• [Work instructions] A single number is the whole answer: how many lines in this listing contain "edges".

== Records for the task

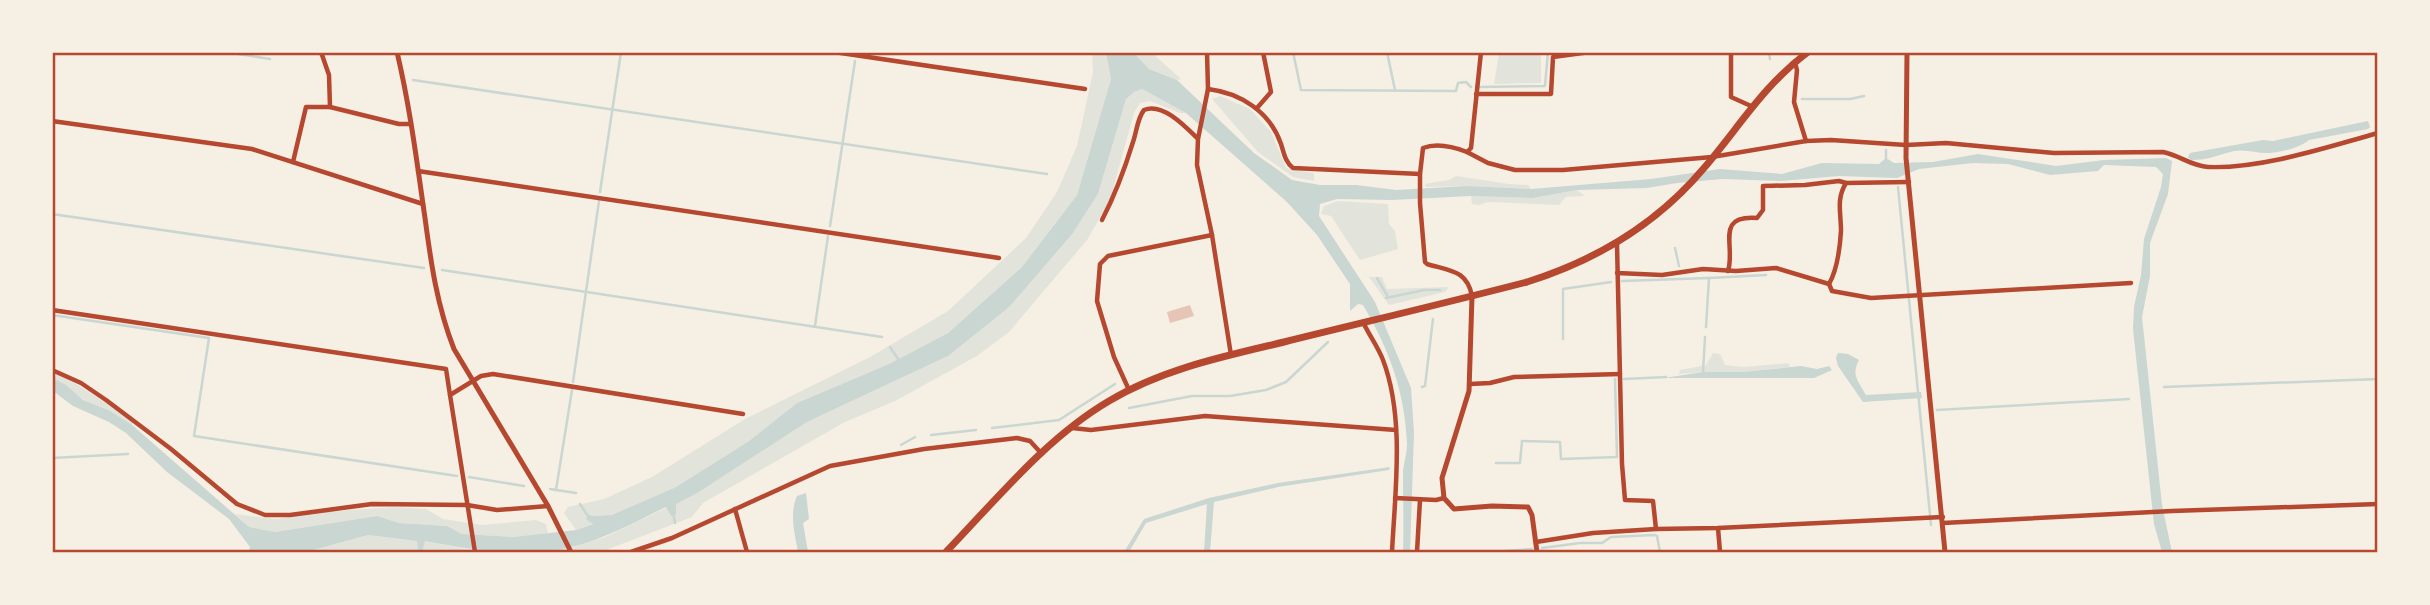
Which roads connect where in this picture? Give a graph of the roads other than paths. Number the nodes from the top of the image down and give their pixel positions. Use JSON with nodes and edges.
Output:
{"nodes":[{"id":1,"x":321,"y":52,"type":"edge"},
{"id":2,"x":397,"y":52,"type":"edge"},
{"id":3,"x":834,"y":52,"type":"edge"},
{"id":4,"x":1207,"y":52,"type":"edge"},
{"id":5,"x":1263,"y":52,"type":"edge"},
{"id":6,"x":1481,"y":52,"type":"edge"},
{"id":7,"x":1590,"y":52,"type":"edge"},
{"id":8,"x":1731,"y":52,"type":"edge"},
{"id":9,"x":1808,"y":52,"type":"edge"},
{"id":10,"x":1907,"y":52,"type":"edge"},
{"id":11,"x":1795,"y":62,"type":"junction"},
{"id":12,"x":1085,"y":89,"type":"dead end"},
{"id":13,"x":1208,"y":92,"type":"junction"},
{"id":14,"x":1476,"y":94,"type":"junction"},
{"id":15,"x":1751,"y":106,"type":"junction"},
{"id":16,"x":330,"y":107,"type":"junction"},
{"id":17,"x":1258,"y":108,"type":"junction"},
{"id":18,"x":52,"y":121,"type":"edge"},
{"id":19,"x":411,"y":124,"type":"junction"},
{"id":20,"x":2378,"y":133,"type":"edge"},
{"id":21,"x":1198,"y":138,"type":"junction"},
{"id":22,"x":1806,"y":141,"type":"junction"},
{"id":23,"x":1906,"y":145,"type":"junction"},
{"id":24,"x":1467,"y":152,"type":"junction"},
{"id":25,"x":1712,"y":157,"type":"junction"},
{"id":26,"x":293,"y":162,"type":"junction"},
{"id":27,"x":418,"y":171,"type":"junction"},
{"id":28,"x":1420,"y":174,"type":"junction"},
{"id":29,"x":1908,"y":180,"type":"junction"},
{"id":30,"x":1846,"y":183,"type":"junction"},
{"id":31,"x":423,"y":204,"type":"junction"},
{"id":32,"x":1102,"y":219,"type":"dead end"},
{"id":33,"x":1212,"y":236,"type":"junction"},
{"id":34,"x":1617,"y":244,"type":"junction"},
{"id":35,"x":999,"y":258,"type":"dead end"},
{"id":36,"x":1728,"y":271,"type":"junction"},
{"id":37,"x":1618,"y":273,"type":"junction"},
{"id":38,"x":2131,"y":283,"type":"dead end"},
{"id":39,"x":1829,"y":284,"type":"junction"},
{"id":40,"x":1917,"y":295,"type":"junction"},
{"id":41,"x":1472,"y":296,"type":"junction"},
{"id":42,"x":52,"y":310,"type":"edge"},
{"id":43,"x":1364,"y":322,"type":"junction"},
{"id":44,"x":1231,"y":355,"type":"junction"},
{"id":45,"x":52,"y":370,"type":"edge"},
{"id":46,"x":1620,"y":374,"type":"junction"},
{"id":47,"x":473,"y":380,"type":"junction"},
{"id":48,"x":1470,"y":384,"type":"junction"},
{"id":49,"x":1129,"y":390,"type":"junction"},
{"id":50,"x":450,"y":395,"type":"junction"},
{"id":51,"x":743,"y":414,"type":"dead end"},
{"id":52,"x":1071,"y":428,"type":"junction"},
{"id":53,"x":1396,"y":430,"type":"junction"},
{"id":54,"x":1042,"y":454,"type":"junction"},
{"id":55,"x":1395,"y":498,"type":"junction"},
{"id":56,"x":1444,"y":498,"type":"junction"},
{"id":57,"x":1420,"y":500,"type":"junction"},
{"id":58,"x":2378,"y":504,"type":"edge"},
{"id":59,"x":467,"y":506,"type":"junction"},
{"id":60,"x":548,"y":506,"type":"junction"},
{"id":61,"x":735,"y":509,"type":"junction"},
{"id":62,"x":1941,"y":519,"type":"junction"},
{"id":63,"x":1718,"y":528,"type":"junction"},
{"id":64,"x":1656,"y":529,"type":"junction"},
{"id":65,"x":1536,"y":542,"type":"junction"},
{"id":66,"x":475,"y":552,"type":"edge"},
{"id":67,"x":571,"y":552,"type":"edge"},
{"id":68,"x":631,"y":552,"type":"edge"},
{"id":69,"x":747,"y":552,"type":"edge"},
{"id":70,"x":946,"y":552,"type":"edge"},
{"id":71,"x":1392,"y":552,"type":"edge"},
{"id":72,"x":1417,"y":552,"type":"edge"},
{"id":73,"x":1537,"y":552,"type":"edge"},
{"id":74,"x":1720,"y":552,"type":"edge"},
{"id":75,"x":1945,"y":552,"type":"edge"}],
"edges":[{"from":1,"to":16,"type":"street"},
{"from":2,"to":19,"type":"main road"},
{"from":3,"to":12,"type":"street"},
{"from":4,"to":13,"type":"street"},
{"from":5,"to":17,"type":"street"},
{"from":6,"to":14,"type":"street"},
{"from":7,"to":14,"type":"street"},
{"from":8,"to":15,"type":"street"},
{"from":9,"to":11,"type":"highway"},
{"from":10,"to":23,"type":"main road"},
{"from":11,"to":15,"type":"highway"},
{"from":11,"to":22,"type":"street"},
{"from":13,"to":17,"type":"street"},
{"from":13,"to":21,"type":"street"},
{"from":14,"to":24,"type":"street"},
{"from":15,"to":25,"type":"highway"},
{"from":16,"to":19,"type":"street"},
{"from":16,"to":26,"type":"street"},
{"from":17,"to":28,"type":"street"},
{"from":18,"to":26,"type":"street"},
{"from":19,"to":27,"type":"main road"},
{"from":20,"to":23,"type":"street"},
{"from":21,"to":32,"type":"street"},
{"from":21,"to":33,"type":"street"},
{"from":22,"to":23,"type":"street"},
{"from":22,"to":25,"type":"street"},
{"from":23,"to":29,"type":"main road"},
{"from":24,"to":25,"type":"street"},
{"from":24,"to":28,"type":"street"},
{"from":25,"to":34,"type":"highway"},
{"from":26,"to":31,"type":"street"},
{"from":27,"to":31,"type":"main road"},
{"from":27,"to":35,"type":"street"},
{"from":28,"to":41,"type":"street"},
{"from":29,"to":30,"type":"street"},
{"from":29,"to":40,"type":"main road"},
{"from":30,"to":36,"type":"street"},
{"from":30,"to":39,"type":"street"},
{"from":31,"to":47,"type":"main road"},
{"from":33,"to":44,"type":"street"},
{"from":33,"to":49,"type":"street"},
{"from":34,"to":37,"type":"street"},
{"from":34,"to":41,"type":"highway"},
{"from":36,"to":37,"type":"street"},
{"from":36,"to":39,"type":"street"},
{"from":37,"to":46,"type":"street"},
{"from":38,"to":40,"type":"street"},
{"from":39,"to":40,"type":"street"},
{"from":40,"to":62,"type":"main road"},
{"from":41,"to":43,"type":"highway"},
{"from":41,"to":48,"type":"main road"},
{"from":42,"to":50,"type":"street"},
{"from":43,"to":44,"type":"highway"},
{"from":43,"to":53,"type":"street"},
{"from":44,"to":49,"type":"highway"},
{"from":45,"to":59,"type":"street"},
{"from":46,"to":48,"type":"street"},
{"from":46,"to":64,"type":"street"},
{"from":47,"to":50,"type":"street"},
{"from":47,"to":51,"type":"street"},
{"from":47,"to":60,"type":"main road"},
{"from":48,"to":56,"type":"main road"},
{"from":49,"to":52,"type":"highway"},
{"from":50,"to":59,"type":"street"},
{"from":52,"to":53,"type":"street"},
{"from":52,"to":54,"type":"highway"},
{"from":53,"to":55,"type":"street"},
{"from":54,"to":61,"type":"street"},
{"from":54,"to":70,"type":"highway"},
{"from":55,"to":57,"type":"street"},
{"from":55,"to":71,"type":"street"},
{"from":56,"to":57,"type":"street"},
{"from":56,"to":65,"type":"main road"},
{"from":57,"to":72,"type":"street"},
{"from":58,"to":62,"type":"street"},
{"from":59,"to":60,"type":"street"},
{"from":59,"to":66,"type":"street"},
{"from":60,"to":67,"type":"main road"},
{"from":61,"to":68,"type":"street"},
{"from":61,"to":69,"type":"street"},
{"from":62,"to":63,"type":"street"},
{"from":62,"to":75,"type":"main road"},
{"from":63,"to":64,"type":"street"},
{"from":63,"to":74,"type":"street"},
{"from":64,"to":65,"type":"street"},
{"from":65,"to":73,"type":"main road"}]}
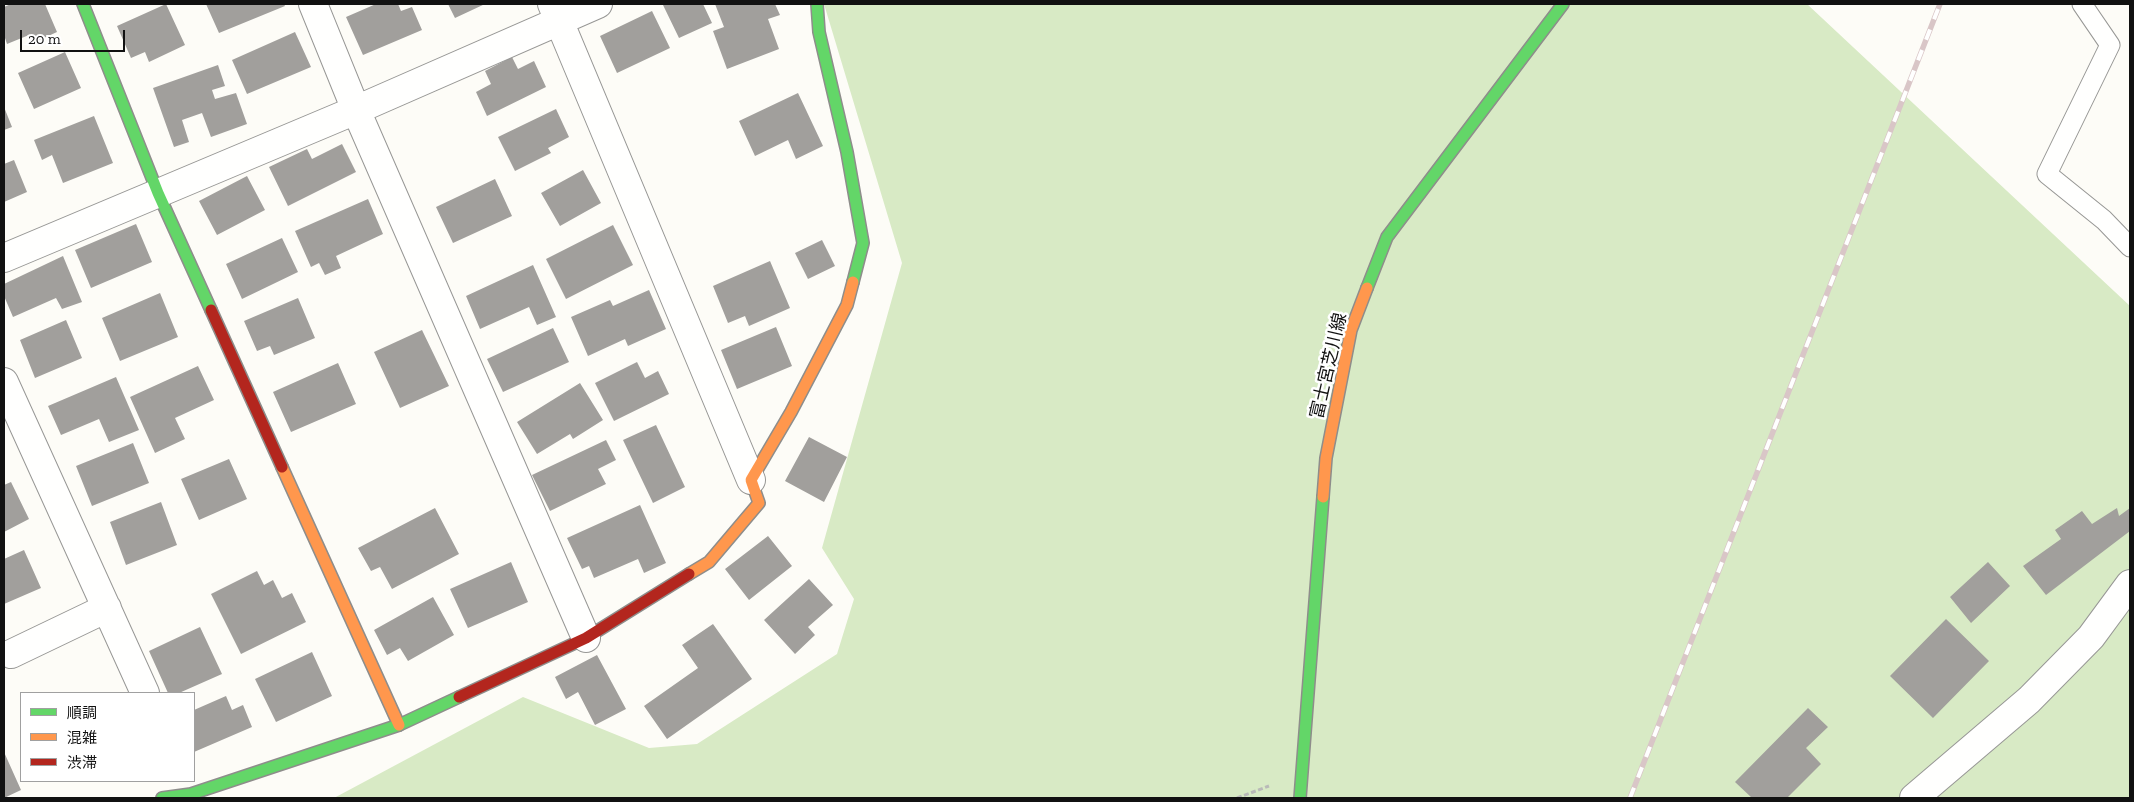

====

• [Answer to the exercise] 2